** Material supplied follows **

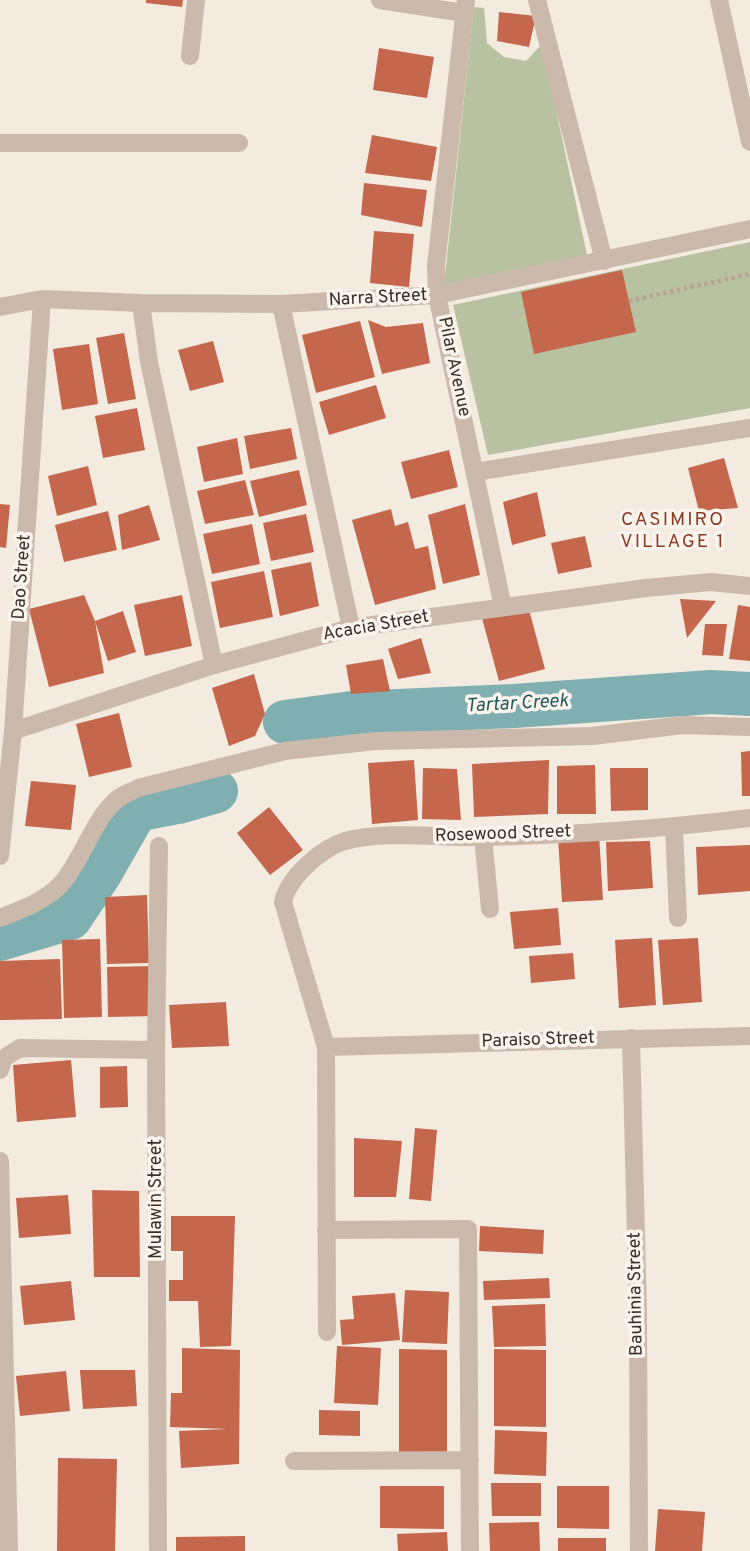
<!DOCTYPE html>
<style>
body{margin:0}
canvas{display:block;background:#f3eae0}
</style>
<canvas width="750" height="1551"></canvas>
<script>
const ctx = document.querySelector('canvas').getContext('2d');
ctx.lineJoin = 'round';
function paint(path, color) {
  ctx.fillStyle = color;
  ctx.fill(path, 'evenodd');
}
function stroke(path, color, width, dash) {
  ctx.strokeStyle = color;
  ctx.lineWidth = width;
  ctx.lineCap = dash ? 'butt' : 'round';
  ctx.setLineDash(dash || []);
  ctx.stroke(path);
}
function label(font, color, halo, rows, align = 'center') {
  ctx.font = font + ' Overpass,sans-serif';
  ctx.lineWidth = 7;
  ctx.setLineDash([]);
  ctx.textBaseline = 'middle';
  ctx.strokeStyle = halo;
  ctx.fillStyle = color;
  for (const [text, x, y, turn = 0] of rows) {
    ctx.save();
    ctx.translate(x, y);
    ctx.rotate((+turn || 0) * Math.PI / 180);
    ctx.textAlign = isNaN(turn) ? turn : align;
    if (halo) ctx.strokeText(text, 0, 0);
    ctx.fillText(text, 0, 0);
    ctx.restore();
  }
}
paint(new Path2D(`
 M474 7 484 8 487 43 504 57 526 61 542 44 587 255 444 285Z
 M750 242V408L488 455 453 305Z`), '#b8c2a0');
stroke(new Path2D(`
 M285 722 352 713 514 706 711 692 750 694
 M0 939 70 918 100 873 136 810 178 802 216 791`), '#7fafb0', 44);
paint(new Path2D(`
 M146 0H183L182 7 146 3Z
 M499 12 536 16 529 47 497 41Z
 M379 48 434 57 427 98 373 90Z
 M372 135 437 147 431 181 365 173Z
 M364 183 427 190 422 227 361 215Z
 M374 231 414 234 409 287 370 283Z
 M622 270 636 332 534 354 521 292Z
 M368 320 386 327 423 323 430 363 382 374Z
 M360 321 375 377 316 393 302 335Z
 M124 333 136 399 108 404 96 338Z
 M213 341 224 382 190 391 178 350Z
 M89 344 98 404 62 410 53 349Z
 M376 385 386 418 329 435 319 402Z
 M137 408 145 450 103 458 95 416Z
 M291 428 297 459 250 469 244 436Z
 M237 438 243 474 204 482 197 447Z
 M449 450 458 487 411 499 401 462Z
 M724 458 738 508 699 511 688 468Z
 M88 466 97 505 57 516 48 476Z
 M299 470 307 505 259 517 250 481Z
 M245 480 254 515 205 524 197 491Z
 M537 492 546 536 512 545 503 502Z
 M0 504 10 505 6 548 0 547Z
 M465 504 480 575 443 584 428 515Z
 M149 505 160 540 122 550 118 515Z
 M391 509 395 526 408 522 415 549 428 546 436 589 375 605 352 520Z
 M108 511 117 550 64 562 55 525Z
 M306 514 314 552 271 561 263 523Z
 M252 524 260 564 212 574 203 534Z
 M585 536 592 567 558 574 551 543Z
 M311 562 319 606 280 616 271 570Z
 M264 571 273 617 220 628 211 582Z
 M84 595 95 621 123 611 136 652 108 661 95 621 104 673 49 687 29 609Z
 M182 595 192 646 145 656 134 605Z
 M680 599 716 601 687 638Z
 M738 605 750 607V661L729 659Z
 M528 606 545 669 499 681 482 618Z
 M705 624H727L723 656 702 655Z
 M421 638 431 673 398 679 388 649Z
 M383 659 390 691 351 694 346 665Z
 M254 674 265 714 255 736 229 746 212 688Z
 M119 713 132 767 89 777 76 724Z
 M750 751V796H742L741 752Z
 M414 760 418 820 372 824 368 763Z
 M549 760 548 814 474 817 472 764Z
 M595 765 596 814H557V766Z
 M423 768 457 769 461 820 422 819Z
 M610 768H648V810L611 811Z
 M31 781 76 785 71 830 25 826Z
 M269 807 303 850 270 875 237 833Z
 M599 834 603 900 562 902 558 837Z
 M650 841 653 888 608 891 606 842Z
 M750 845V891L698 895 696 847Z
 M147 895 149 963 107 964 105 897Z
 M558 908 561 945 514 949 510 912Z
 M652 938 656 1005 619 1008 615 940Z
 M698 938 702 1002 663 1005 658 940Z
 M100 939 102 1017 64 1018 62 940Z
 M573 953 575 979 531 983 529 956Z
 M60 959 62 1019 0 1020V961Z
 M153 966 155 1016 108 1017 107 967Z
 M226 1002 229 1046 172 1048 169 1005Z
 M71 1060 76 1117 17 1122 13 1065Z
 M127 1066 128 1107 100 1108V1067Z
 M415 1128 437 1130 431 1201 409 1199Z
 M354 1138 402 1141 396 1197H354Z
 M92 1190 139 1191 140 1277H94Z
 M68 1195 71 1234 19 1238 16 1198Z
 M171 1216H235L231 1346 200 1347 198 1301H169V1280H183V1251H171Z
 M480 1226 544 1230 543 1254 479 1251Z
 M549 1278 550 1298 484 1300 483 1281Z
 M71 1281 75 1320 24 1325 20 1286Z
 M405 1290 449 1292 447 1344 402 1342Z
 M395 1293 400 1340 342 1345 340 1320 354 1319 352 1296Z
 M545 1304 546 1346 494 1347 492 1306Z
 M337 1346 381 1348 378 1405 334 1403Z
 M182 1348 240 1350 239 1464 181 1468 179 1431 227 1429 170 1427 171 1393H182Z
 M399 1349 447 1350V1458H399Z
 M494 1349 546 1350V1427L494 1426Z
 M80 1370H135L137 1406 83 1409Z
 M66 1371 70 1411 20 1416 16 1376Z
 M319 1410 360 1411V1436L319 1435Z
 M495 1430 547 1432 546 1476 494 1474Z
 M58 1458 117 1459 115 1551H57Z
 M491 1483H541V1516H492Z
 M380 1486H444V1529L380 1528Z
 M557 1486H609V1529L557 1528Z
 M658 1509 705 1512 702 1551H655Z
 M539 1522 540 1551H490L489 1523Z
 M447 1532 448 1551H398L397 1534Z
 M245 1536V1551H176V1537Z
 M558 1538H606V1551H558Z`), '#c4674d');
stroke(new Path2D(`
 M629 301 750 274`), '#b7a496', 4.5, [3.5, 3.5]);
stroke(new Path2D(`
 M380 0 464 13
 M466 0 436 265 437 295 503 607
 M537 0 604 261
 M719 0 750 142
 M190 56 196 0
 M0 143H239
 M141 303 149 362 214 665
 M281 304 351 628
 M0 307 42 299 141 303 281 304 437 295 750 229
 M475 472 750 428
 M13 731 214 665 351 628 646 588 711 582 750 586
 M674 828 678 918
 M483 837 490 909
 M0 856 13 731 42 299
 M0 918C20 910 47 900 61 884 83 859 91 824 115 801 121 795 131 792 138 788L285 751 376 741 592 736 683 725 750 727
 M631 1038 638 1315 639 1551
 M326 1047 750 1036
 M0 1070 4 1058 20 1048 156 1050
 M0 1161 9 1551
 M326 1230 468 1229 470 1551
 M327 1332 326 1047 283 902C288 877 322 848 345 841 385 830 442 838 484 837 573 835 662 829 750 818
 M294 1461 470 1460
 M158 1551 156 1050 159 846`), '#cbbaac', 18);
label('18px', '#3a2f2b', '#faf4ed', [
 ["Narra Street",378,299,-3],
 ["Pilar Avenue",453,367,78],
 ["Dao Street",23,577,-86],
 ["Acacia Street",376,627,-10],
 ["Rosewood Street",503,835,-2],
 ["Paraiso Street",538,1041,-2],
 ["Mulawin Street",157,1199,-90],
 ["Bauhinia Street",637,1294,-91]
]);
ctx.letterSpacing = '2px';
label('19px', '#883a25', '#faf4ed', [
 ["CASIMIRO",673,521],
 ["VILLAGE 1",673,543]
]);
ctx.letterSpacing = '0px';
label('italic 19px', '#20585b', '#faf4ed', [
 ["Tartar Creek",517,705,-3]
]);
</script>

** End of Material supplied **

## What is expected
Once you find the line with "M237 438 243 474 204 482 197 447Z" in the entries above, output it and each line after it up to and including the line with "M391 509 395", and nothing else.

## Response box
 M237 438 243 474 204 482 197 447Z
 M449 450 458 487 411 499 401 462Z
 M724 458 738 508 699 511 688 468Z
 M88 466 97 505 57 516 48 476Z
 M299 470 307 505 259 517 250 481Z
 M245 480 254 515 205 524 197 491Z
 M537 492 546 536 512 545 503 502Z
 M0 504 10 505 6 548 0 547Z
 M465 504 480 575 443 584 428 515Z
 M149 505 160 540 122 550 118 515Z
 M391 509 395 526 408 522 415 549 428 546 436 589 375 605 352 520Z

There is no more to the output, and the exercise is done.